→ **PROBLEM DESCRIPTION**
The line containing "Build a routing graph from the" marks where to begin; quote it and every line after it through the end of the data, exactly as written.

>>>

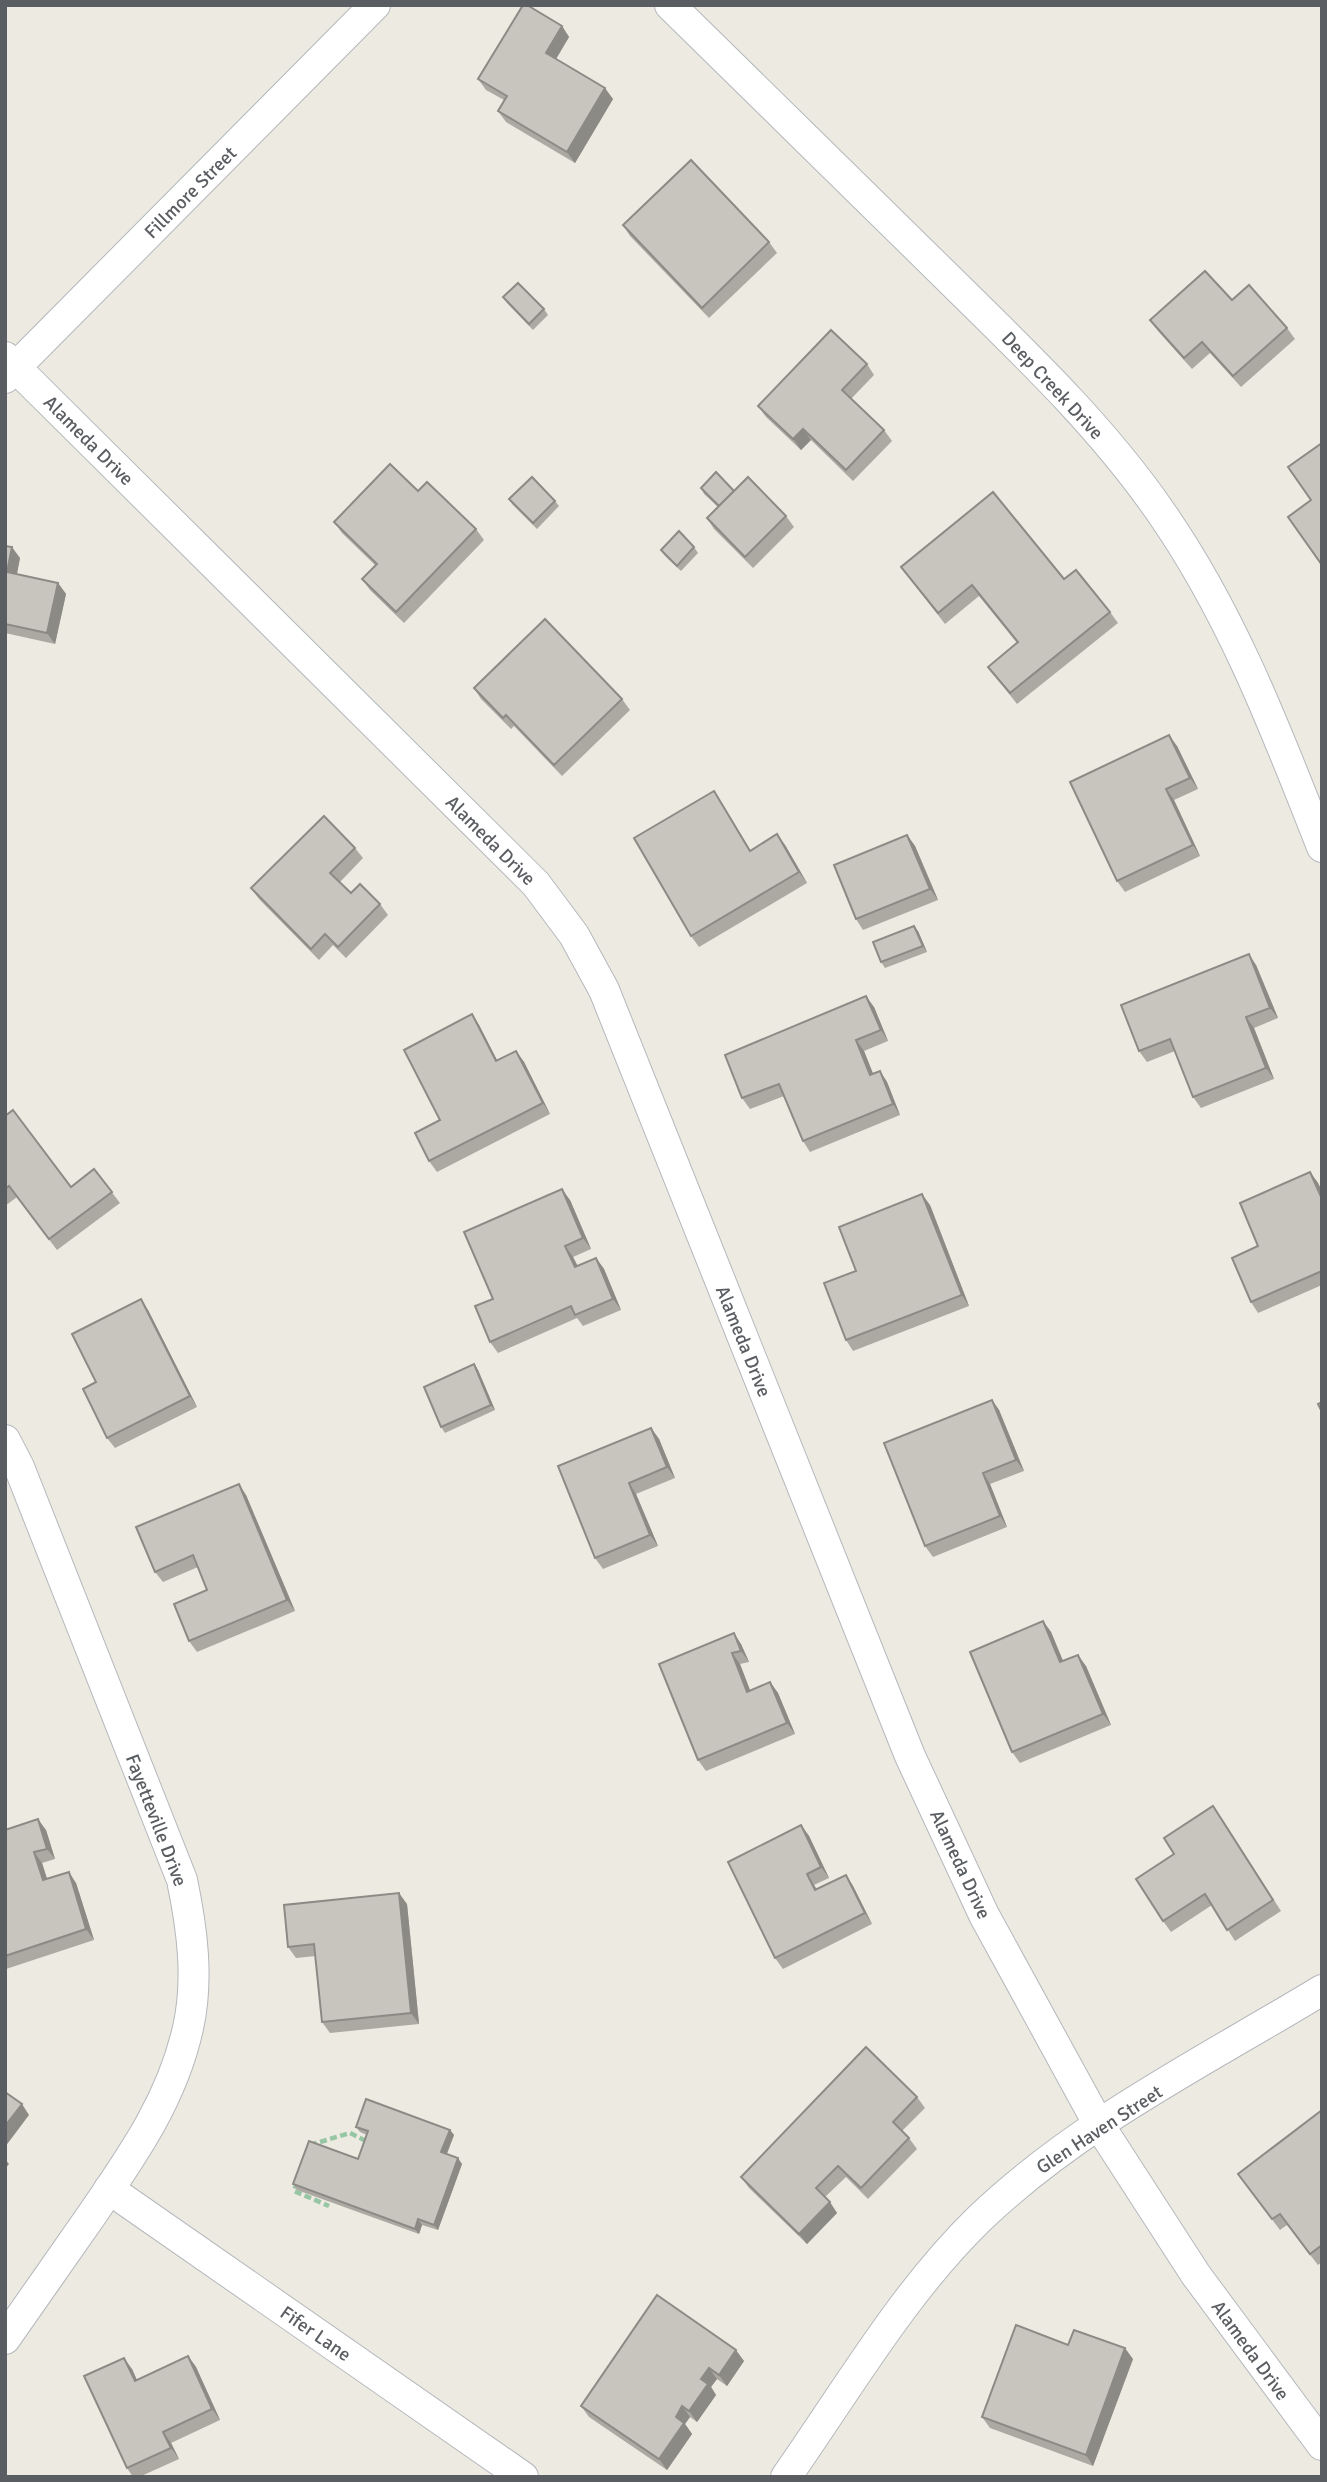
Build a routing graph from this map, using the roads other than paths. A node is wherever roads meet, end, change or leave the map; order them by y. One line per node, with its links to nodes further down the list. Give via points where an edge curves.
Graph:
1 (375, 5): 3 (street, Fillmore Street)
2 (670, 5): 4 (street, Deep Creek Drive, via 1027,356 1095,427 1144,489 1212,593 1253,675)
3 (9, 368): 7 (street, Alameda Drive, via 536,884 574,935 604,990 910,1756 984,1915)
4 (1322, 847)
5 (5, 1440): 8 (street, Fayetteville Drive, via 182,1880 191,1927 194,1977 189,2026 174,2080 149,2130)
6 (1322, 1990): 7 (street, Glen Haven Street)
7 (1099, 2125): 10 (street, Alameda Drive, via 1196,2275); 12 (street, Glen Haven Street, via 1041,2164 987,2212 918,2288)
8 (110, 2189): 9 (street, Fayetteville Drive); 11 (street, Fifer Lane)
9 (5, 2339)
10 (1322, 2445)
11 (523, 2477)
12 (786, 2477)

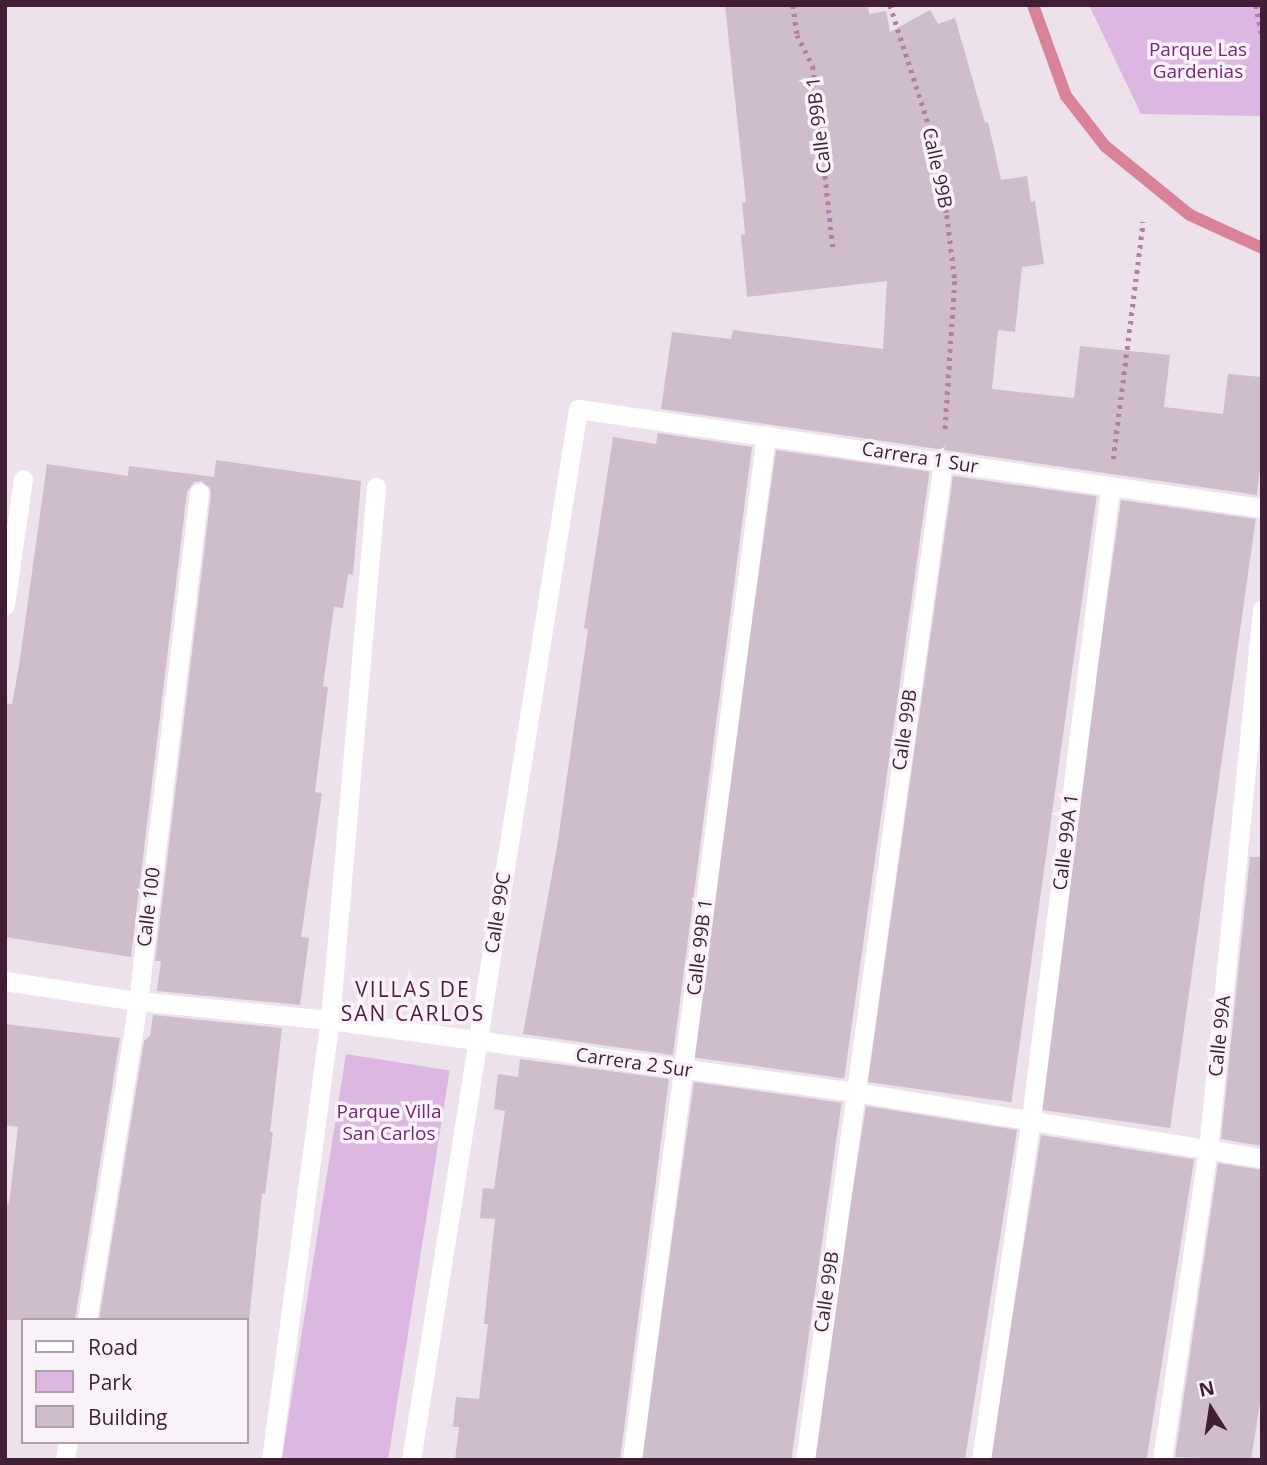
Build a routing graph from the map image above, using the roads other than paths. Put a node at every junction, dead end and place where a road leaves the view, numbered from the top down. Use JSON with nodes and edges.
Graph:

<<<

→ **RESULT**
Build a routing graph from the map image above, using the roads other than paths. Put a node at every junction, dead end and place where a road leaves the view, numbered from the top down. Use JSON with nodes and edges.
Graph:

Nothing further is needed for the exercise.